Le moto arrivano a ondate, come un fiume che inizia a scorrere sempre più forte, sotto il cielo che fino a qualche minuto prima aveva tuonato minaccioso. Anche lui ha gridato di dolore, a modo suo, così come stanno facendo adesso gli occhi dei tantissimi ragazzi accorsi nell’area industriale di Sant’Andrea, in quella via Gregorčič che ha visto il tragico schianto di Ismail Mrkonjić, 17enne venuto a mancare ieri all’ospedale di Cattinara. Tolto i caschi, il dolore trova corpo nel pianto e negli abbracci silenziosi.
Inizialmente si era diffusa la notizia di una messa in suo ricordo nel rione di Gorizia, ma alla fine è nata una cerimonia laica alla luce dei fanali di quasi 150 motociclette. Arrivano da tutta la città e da fuori, perché Ismail era conosciuto e benvoluto da tutti. Gli amici lo chiamavano Spada, così lo salutano in cerchio i suoi più stretti conoscenti, come in un rituale d’addio dopo le 22, davanti a uno striscione firmato da tutti. Canzoni trap e bosniache fanno da sfondo, dopo aver rotto il singhiozzo costante dei presenti.
Tutti sono increduli, le voci spezzate vogliono dire una cosa sola: “Perché? Perché è successo questo?” ma la risposta non c’è. Sarà data dal punto di vista tecnico dell’incidente da parte dei carabinieri, giunti sul posto nella notte di mercoledì insieme ai sanitari che hanno cercato di salvare il giovane, residente nella stessa Sant’Andrea, portandolo in volo al nosocomio di Trieste. Da lì, però, è arrivata la notizia dopo mezzogiorno: non c’era più nulla da fare. “Sgasate pure ma non impennate, altrimenti ve ne andate” chiede qualcuno.
La ferita è profonda nel cuore, probabilmente proprio una mossa avventata in sella alla propria moto è alla base della tragedia. Nessun altro veicolo risulta infatti coinvolto, il palo della segnaletica stradale a pochi passi dalla Coveme è ancora divelto. Ai suoi piedi, qualcuno ha portato un lume, qualche fiore e scritto un frase di addio in bosniaco. Ismail era molto legato alle sue origini, seppur cresciuto qui nell’estremo Nordest, ed era un ragazzo come tanti che vive la propria vita con gli amici, sognando un futuro nella quieta provincia.

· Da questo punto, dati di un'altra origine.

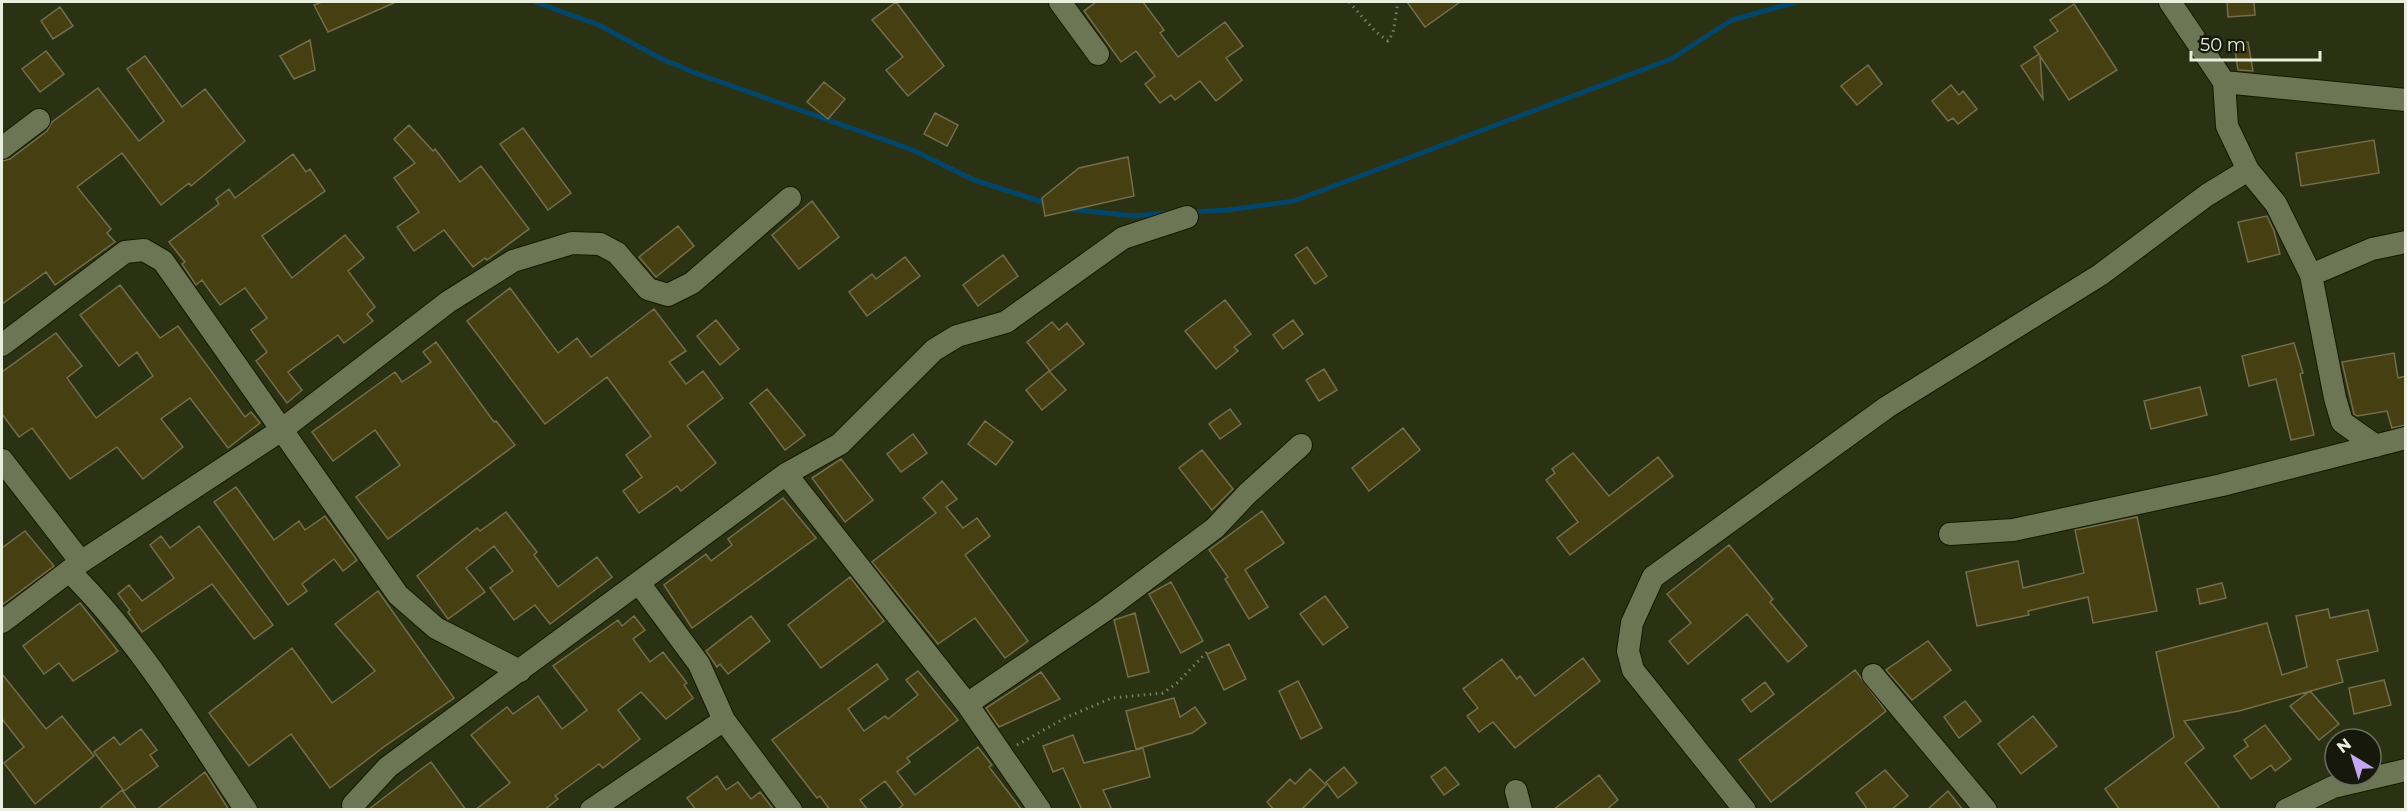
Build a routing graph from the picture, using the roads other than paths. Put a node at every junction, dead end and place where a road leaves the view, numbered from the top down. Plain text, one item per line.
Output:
1 (1060, 2) edge
2 (2170, 2) edge
3 (1098, 54) dead end
4 (2224, 82) junction
5 (2403, 105) edge
6 (39, 120) dead end
7 (2, 148) edge
8 (2248, 170) junction
9 (790, 198) dead end
10 (1187, 217) dead end
11 (2406, 242) edge
12 (2311, 276) junction
13 (2, 345) edge
14 (280, 431) junction
15 (2406, 438) edge
16 (1301, 445) dead end
17 (2376, 446) junction
18 (2, 460) edge
19 (786, 474) junction
20 (1950, 534) dead end
21 (75, 566) junction
22 (639, 583) junction
23 (2, 622) edge
24 (520, 671) junction
25 (1873, 675) dead end
26 (967, 704) junction
27 (724, 720) junction
28 (2406, 770) edge
29 (353, 805) dead end
30 (246, 810) edge
31 (591, 810) edge
32 (791, 810) edge
33 (1040, 810) edge
34 (1745, 810) edge
35 (1986, 810) edge
36 (2286, 810) edge

1 - 3 street
2 - 4 street
4 - 5 street
4 - 8 street
6 - 7 street
8 - 12 street
8 - 34 street
9 - 14 street
10 - 19 street
11 - 12 street
12 - 17 street
13 - 14 street
14 - 21 street
14 - 24 street
15 - 17 street
16 - 26 street
17 - 20 street
18 - 21 street
19 - 22 street
19 - 26 street
21 - 23 street
21 - 30 street
22 - 24 street
22 - 27 street
24 - 29 street
25 - 35 street
26 - 33 street
27 - 31 street
27 - 32 street
28 - 36 street

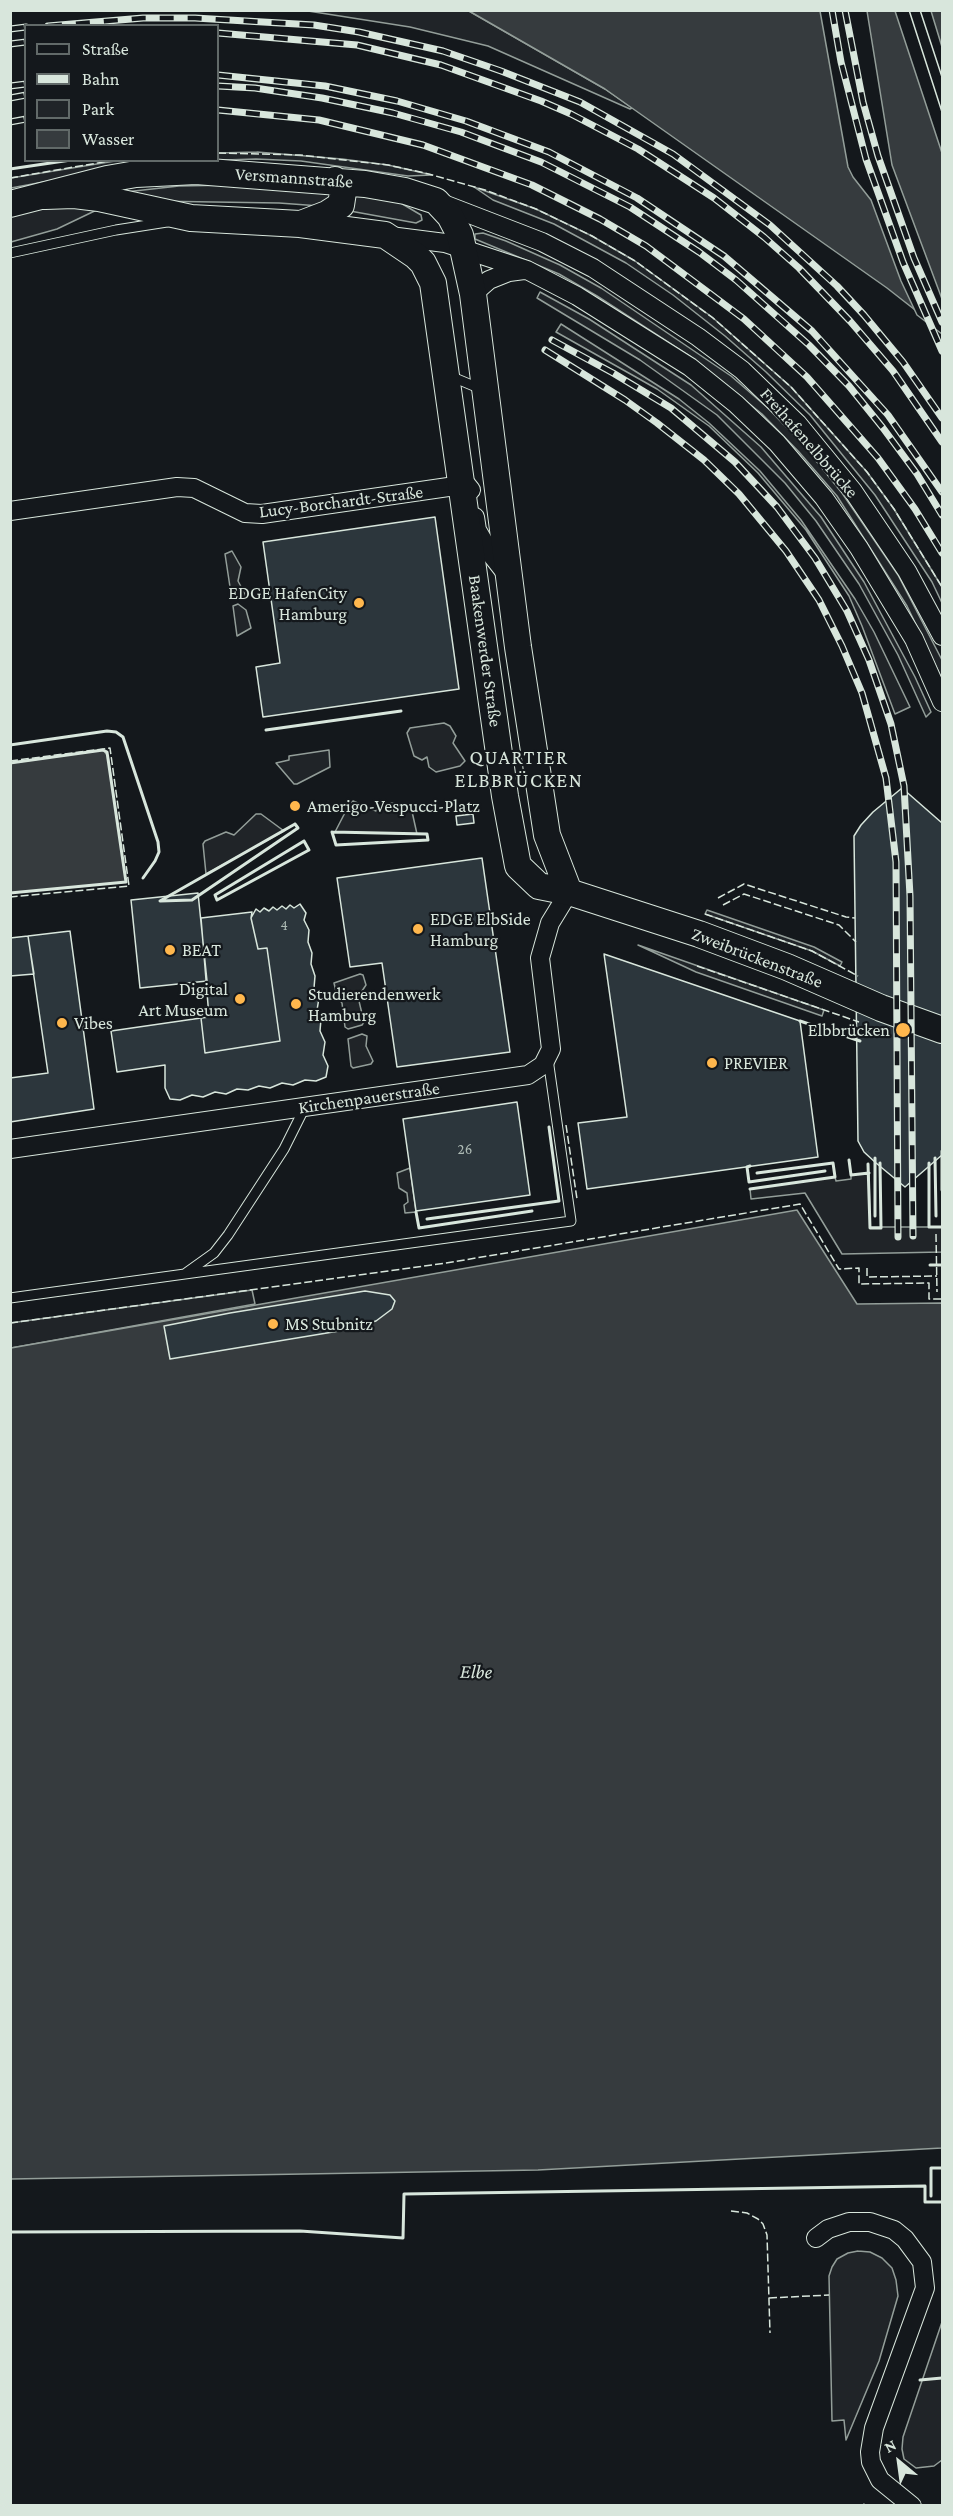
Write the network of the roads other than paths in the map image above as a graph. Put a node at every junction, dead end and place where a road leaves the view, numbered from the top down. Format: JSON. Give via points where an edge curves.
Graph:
{"nodes":[{"id":1,"x":335,"y":180,"type":"junction"},
{"id":2,"x":45,"y":196,"type":"junction"},
{"id":3,"x":436,"y":201,"type":"junction"},
{"id":4,"x":10,"y":204,"type":"edge"},
{"id":5,"x":191,"y":218,"type":"junction"},
{"id":6,"x":300,"y":224,"type":"junction"},
{"id":7,"x":503,"y":226,"type":"junction"},
{"id":8,"x":385,"y":235,"type":"junction"},
{"id":9,"x":456,"y":241,"type":"junction"},
{"id":10,"x":10,"y":253,"type":"edge"},
{"id":11,"x":527,"y":270,"type":"junction"},
{"id":12,"x":433,"y":283,"type":"junction"},
{"id":13,"x":473,"y":294,"type":"junction"},
{"id":14,"x":448,"y":375,"type":"junction"},
{"id":15,"x":486,"y":392,"type":"junction"},
{"id":16,"x":462,"y":485,"type":"junction"},
{"id":17,"x":10,"y":511,"type":"edge"},
{"id":18,"x":510,"y":578,"type":"junction"},
{"id":19,"x":942,"y":636,"type":"edge"},
{"id":20,"x":942,"y":702,"type":"edge"},
{"id":21,"x":569,"y":892,"type":"junction"},
{"id":22,"x":942,"y":1030,"type":"edge"},
{"id":23,"x":548,"y":1057,"type":"junction"},
{"id":24,"x":305,"y":1107,"type":"junction"},
{"id":25,"x":10,"y":1149,"type":"edge"},
{"id":26,"x":184,"y":1275,"type":"junction"},
{"id":27,"x":10,"y":1298,"type":"edge"},
{"id":28,"x":816,"y":2238,"type":"dead end"},
{"id":29,"x":916,"y":2504,"type":"edge"}],
"edges":[{"from":1,"to":2,"type":"main road","name":"Versmannstraße","via":[[169,172],[107,179]]},
{"from":1,"to":3,"type":"main road","name":"Versmannstraße"},
{"from":1,"to":6,"type":"main road","via":[[343,192],[341,205]]},
{"from":2,"to":4,"type":"main road","name":"Versmannstraße"},
{"from":2,"to":5,"type":"main road","name":"Versmannstraße","via":[[99,198]]},
{"from":3,"to":7,"type":"street","name":"Versmannstraße"},
{"from":3,"to":9,"type":"main road","via":[[450,216]]},
{"from":5,"to":6,"type":"main road","name":"Versmannstraße"},
{"from":5,"to":10,"type":"lane","name":"Versmannstraße"},
{"from":6,"to":8,"type":"main road","name":"Versmannstraße"},
{"from":7,"to":9,"type":"street","via":[[479,224]]},
{"from":7,"to":19,"type":"street","name":"Freihafenelbbrücke","via":[[616,282],[725,356],[767,392],[853,491],[907,571]]},
{"from":8,"to":9,"type":"street","name":"Versmannstraße"},
{"from":8,"to":12,"type":"main road","via":[[421,261]]},
{"from":9,"to":11,"type":"street","name":"Freihafenelbbrücke"},
{"from":9,"to":12,"type":"street","name":"Baakenwerder Straße","via":[[434,264]]},
{"from":9,"to":13,"type":"main road","name":"Baakenwerder Straße"},
{"from":11,"to":13,"type":"street","via":[[489,280]]},
{"from":11,"to":20,"type":"street","name":"Freihafenelbbrücke","via":[[577,296],[690,367],[777,443],[824,498],[859,548],[914,639]]},
{"from":12,"to":14,"type":"main road","name":"Baakenwerder Straße"},
{"from":13,"to":15,"type":"main road","name":"Baakenwerder Straße"},
{"from":14,"to":15,"type":"lane"},
{"from":14,"to":16,"type":"main road","name":"Baakenwerder Straße"},
{"from":15,"to":18,"type":"main road","name":"Baakenwerder Straße"},
{"from":16,"to":17,"type":"street","name":"Lucy-Borchardt-Straße","via":[[262,514],[245,513],[194,488],[177,487]]},
{"from":16,"to":18,"type":"street","name":"Baakenwerder Straße","via":[[471,489],[477,530]]},
{"from":16,"to":21,"type":"main road","name":"Baakenwerder Straße","via":[[515,860],[539,886]]},
{"from":18,"to":21,"type":"main road","name":"Baakenwerder Straße","via":[[547,835]]},
{"from":21,"to":22,"type":"main road","name":"Zweibrückenstraße","via":[[740,949]]},
{"from":21,"to":23,"type":"street","via":[[550,923],[540,958],[552,1042]]},
{"from":23,"to":24,"type":"street","name":"Kirchenpauerstraße","via":[[528,1075]]},
{"from":23,"to":26,"type":"lane","via":[[571,1221]]},
{"from":24,"to":25,"type":"street","name":"Kirchenpauerstraße"},
{"from":24,"to":26,"type":"lane","via":[[284,1149],[228,1235],[214,1253]]},
{"from":26,"to":27,"type":"lane"},
{"from":28,"to":29,"type":"street","via":[[849,2222],[870,2223],[894,2230],[922,2262],[926,2288],[874,2428],[870,2452],[880,2480]]}]}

Sull’altro lato dell’incrocio, altri hanno appeso un grande telo, dove tantissimi firmano. Un piccolo segno con il pennarello per ricordare il giovane che non c’è più, il sorriso ormai perduto per sempre. La mattina dopo, però, non c’è più lo striscione, forse spostato in qualche altro angolo del quartiere. “Sempre uniti nel male e nel bene” canta Sfera Ebbasta dalle casse di un'auto, il requiem laico di una comunità troppo giovane per dover sapere cosa significa scomparire, da dover conoscere il contrario di vita fuori dal dizionario.
Tutti stretti, sono circa 200 in tutto i giovani accorsi. È bastato un messaggio tra le chat e su Instagram per spingerli a essere presenti, non potevano mancare a questo momento. Poi arriverà anche il funerale, il momento solenne dell’addio, ma per questi ragazzi ieri sera è stato il primo grande saluto a un amico fraterno. Anche i semplici conoscenti hanno sentito il bisogno di rispondere "ci sono". L’eco delle moto si accende all’unisono, per un minuto tutte sgasano ferme sul posto e anche qualche auto si accende, raggiungendo quel cielo stellato.